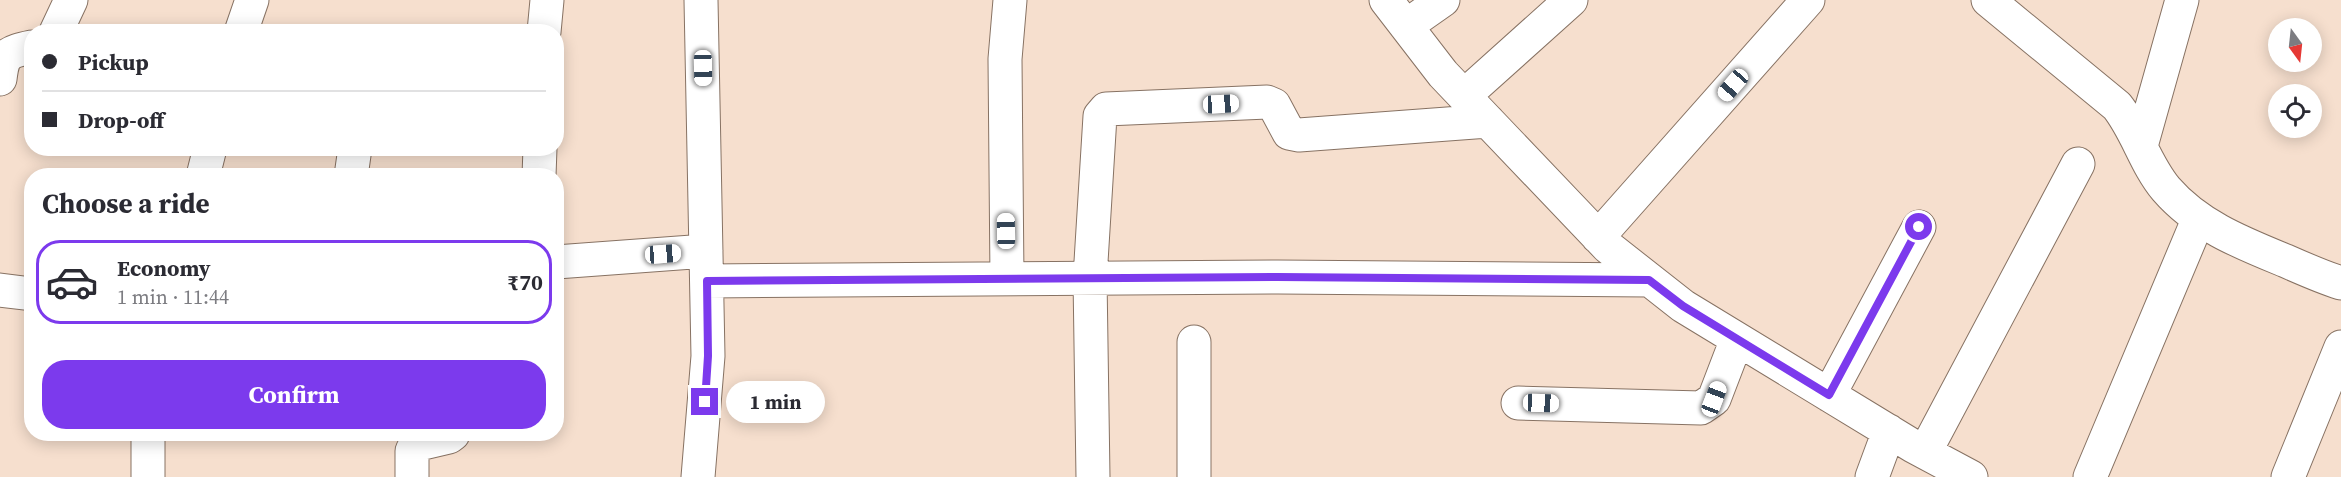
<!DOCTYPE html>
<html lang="en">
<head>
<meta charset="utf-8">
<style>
	:root { --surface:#fff; --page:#f7f7f7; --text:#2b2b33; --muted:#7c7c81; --line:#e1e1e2; --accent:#7c3aed }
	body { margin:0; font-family:"Source Serif 4",serif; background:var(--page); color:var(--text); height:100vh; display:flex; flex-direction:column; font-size:22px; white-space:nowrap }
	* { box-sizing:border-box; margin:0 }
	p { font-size:20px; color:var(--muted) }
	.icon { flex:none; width:33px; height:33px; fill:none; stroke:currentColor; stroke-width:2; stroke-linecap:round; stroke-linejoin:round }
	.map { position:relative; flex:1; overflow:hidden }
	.drawer { position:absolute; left:24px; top:168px; width:540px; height:273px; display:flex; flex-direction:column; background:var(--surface); border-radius:24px; box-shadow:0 3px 15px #0003 }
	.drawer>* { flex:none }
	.banner { position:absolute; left:24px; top:24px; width:540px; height:132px; border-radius:24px; box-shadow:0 3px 15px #0003; display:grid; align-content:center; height:132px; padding:0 18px; background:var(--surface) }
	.needle { width:39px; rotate:165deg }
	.fabs { position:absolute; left:2268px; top:18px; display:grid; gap:12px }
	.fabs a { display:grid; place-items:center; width:54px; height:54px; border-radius:50%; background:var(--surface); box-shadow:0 3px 15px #0003; font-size:30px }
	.end { position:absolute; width:27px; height:27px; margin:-14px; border:8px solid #7c3aed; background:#fff; box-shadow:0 0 0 3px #fff }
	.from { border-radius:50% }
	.bubble { position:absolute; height:42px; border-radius:21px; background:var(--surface); box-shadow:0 3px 15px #0003; font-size:20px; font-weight:700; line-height:42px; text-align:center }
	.car { position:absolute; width:18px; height:36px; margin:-18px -9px; border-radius:8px; box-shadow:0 0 4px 2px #0007; background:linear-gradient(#fff 24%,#345 0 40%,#fff 0 76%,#345 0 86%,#fff 0) }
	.banner b { display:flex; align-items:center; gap:21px; height:57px; font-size:22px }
	.banner b+b { border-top:2px solid var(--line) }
	.banner i { width:15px; height:15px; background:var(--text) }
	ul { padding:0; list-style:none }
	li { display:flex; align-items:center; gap:18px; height:84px; margin:0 12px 9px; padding:0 6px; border:3px solid transparent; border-radius:24px }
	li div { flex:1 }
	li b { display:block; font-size:22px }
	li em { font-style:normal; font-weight:700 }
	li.on { border-color:var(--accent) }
	li>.icon { width:54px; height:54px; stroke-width:1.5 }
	h2 { padding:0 18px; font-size:27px; line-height:72px }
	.action { display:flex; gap:12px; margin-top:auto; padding:12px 18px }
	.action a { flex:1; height:69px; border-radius:24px; background:var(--accent); color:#fff; font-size:24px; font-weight:700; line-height:69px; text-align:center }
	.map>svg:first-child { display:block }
</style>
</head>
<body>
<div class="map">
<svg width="2341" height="477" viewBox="0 0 2341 477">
	<rect width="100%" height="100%" fill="#f6dfce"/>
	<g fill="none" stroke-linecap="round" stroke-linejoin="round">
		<defs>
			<path id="street" d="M 1386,0 L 1443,74 L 1608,247 L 1683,306 L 1913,446 L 1971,477
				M 1988,0 L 2117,106 C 2137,131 2145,164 2166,189 C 2198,226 2242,243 2286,261 C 2304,269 2322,277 2341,283
				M 1406,26 L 1443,0
				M 56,32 L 71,0
				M 241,32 L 252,0
				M 544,32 L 547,0
				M 0,79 C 3,54 7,52 32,47
				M 1464,96 L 1571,0
				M 2141,146 L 2182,0
				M 203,176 L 210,148
				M 351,176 L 355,148
				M 539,176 L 540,148
				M 1598,237 L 1808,0
				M 556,262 L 706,251
				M 1007,279 L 1005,59 L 1010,0
				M 707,281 L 1278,277 L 1649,280
				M 0,290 L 32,294
				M 1829,395 L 1919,227
				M 1518,403 L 1701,408 L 1714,399 L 1737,339
				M 148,434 L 148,477
				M 1925,452 L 2078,164
				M 412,477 L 412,451 L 415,445 L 449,437 L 453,434
				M 698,477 L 708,356 L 701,0
				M 1093,477 L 1090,278 L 1100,116 L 1106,109 L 1267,102 L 1274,105 L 1289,133 L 1299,135 L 1488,121
				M 1194,477 L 1194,342
				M 1872,477 L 1889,431
				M 2090,477 L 2198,220
				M 2288,477 L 2341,347"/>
		</defs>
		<use href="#street" stroke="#877263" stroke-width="35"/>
		<use href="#street" stroke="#fff" stroke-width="33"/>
	</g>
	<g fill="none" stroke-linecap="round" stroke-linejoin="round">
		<path stroke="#7c3aed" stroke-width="8" d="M 705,402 L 708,356 L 707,281 L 1278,277 L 1649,280 L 1683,306 L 1829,395 L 1919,227"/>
	</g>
</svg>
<div class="fabs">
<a><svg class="needle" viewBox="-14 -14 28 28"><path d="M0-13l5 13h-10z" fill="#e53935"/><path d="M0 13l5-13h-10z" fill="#7c7c81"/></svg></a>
<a><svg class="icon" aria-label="locate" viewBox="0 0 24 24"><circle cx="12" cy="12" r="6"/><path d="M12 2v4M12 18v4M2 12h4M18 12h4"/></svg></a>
</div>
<i class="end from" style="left:1919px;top:227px"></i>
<i class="end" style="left:705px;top:402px"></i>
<div class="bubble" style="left:726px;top:381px;width:99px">1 min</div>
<i class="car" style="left:703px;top:68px;rotate:179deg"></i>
<i class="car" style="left:1733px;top:85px;rotate:221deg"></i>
<i class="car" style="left:1221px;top:104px;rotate:87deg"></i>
<i class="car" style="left:1006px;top:231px;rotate:359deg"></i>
<i class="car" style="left:663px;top:254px;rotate:86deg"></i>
<i class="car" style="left:1714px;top:399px;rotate:21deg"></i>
<i class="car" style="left:1541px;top:403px;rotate:92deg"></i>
<div class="banner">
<b><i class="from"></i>Pickup</b>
<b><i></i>Drop-off</b>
</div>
<section class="drawer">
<h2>Choose a ride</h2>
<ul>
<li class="on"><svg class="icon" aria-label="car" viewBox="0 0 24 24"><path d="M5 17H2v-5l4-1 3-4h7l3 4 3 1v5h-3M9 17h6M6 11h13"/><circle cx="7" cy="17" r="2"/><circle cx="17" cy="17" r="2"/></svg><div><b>Economy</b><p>1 min · 11:44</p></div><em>₹70</em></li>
</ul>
<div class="action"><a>Confirm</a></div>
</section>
</div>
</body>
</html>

- - -

What to work on: Give back, word for word, only the lines above from the line holding "position:absolute; width:18px; height:36px;" to the line holding "M 1988,0 L 2117,106", both included.

Problem solution:
	.car { position:absolute; width:18px; height:36px; margin:-18px -9px; border-radius:8px; box-shadow:0 0 4px 2px #0007; background:linear-gradient(#fff 24%,#345 0 40%,#fff 0 76%,#345 0 86%,#fff 0) }
	.banner b { display:flex; align-items:center; gap:21px; height:57px; font-size:22px }
	.banner b+b { border-top:2px solid var(--line) }
	.banner i { width:15px; height:15px; background:var(--text) }
	ul { padding:0; list-style:none }
	li { display:flex; align-items:center; gap:18px; height:84px; margin:0 12px 9px; padding:0 6px; border:3px solid transparent; border-radius:24px }
	li div { flex:1 }
	li b { display:block; font-size:22px }
	li em { font-style:normal; font-weight:700 }
	li.on { border-color:var(--accent) }
	li>.icon { width:54px; height:54px; stroke-width:1.5 }
	h2 { padding:0 18px; font-size:27px; line-height:72px }
	.action { display:flex; gap:12px; margin-top:auto; padding:12px 18px }
	.action a { flex:1; height:69px; border-radius:24px; background:var(--accent); color:#fff; font-size:24px; font-weight:700; line-height:69px; text-align:center }
	.map>svg:first-child { display:block }
</style>
</head>
<body>
<div class="map">
<svg width="2341" height="477" viewBox="0 0 2341 477">
	<rect width="100%" height="100%" fill="#f6dfce"/>
	<g fill="none" stroke-linecap="round" stroke-linejoin="round">
		<defs>
			<path id="street" d="M 1386,0 L 1443,74 L 1608,247 L 1683,306 L 1913,446 L 1971,477
				M 1988,0 L 2117,106 C 2137,131 2145,164 2166,189 C 2198,226 2242,243 2286,261 C 2304,269 2322,277 2341,283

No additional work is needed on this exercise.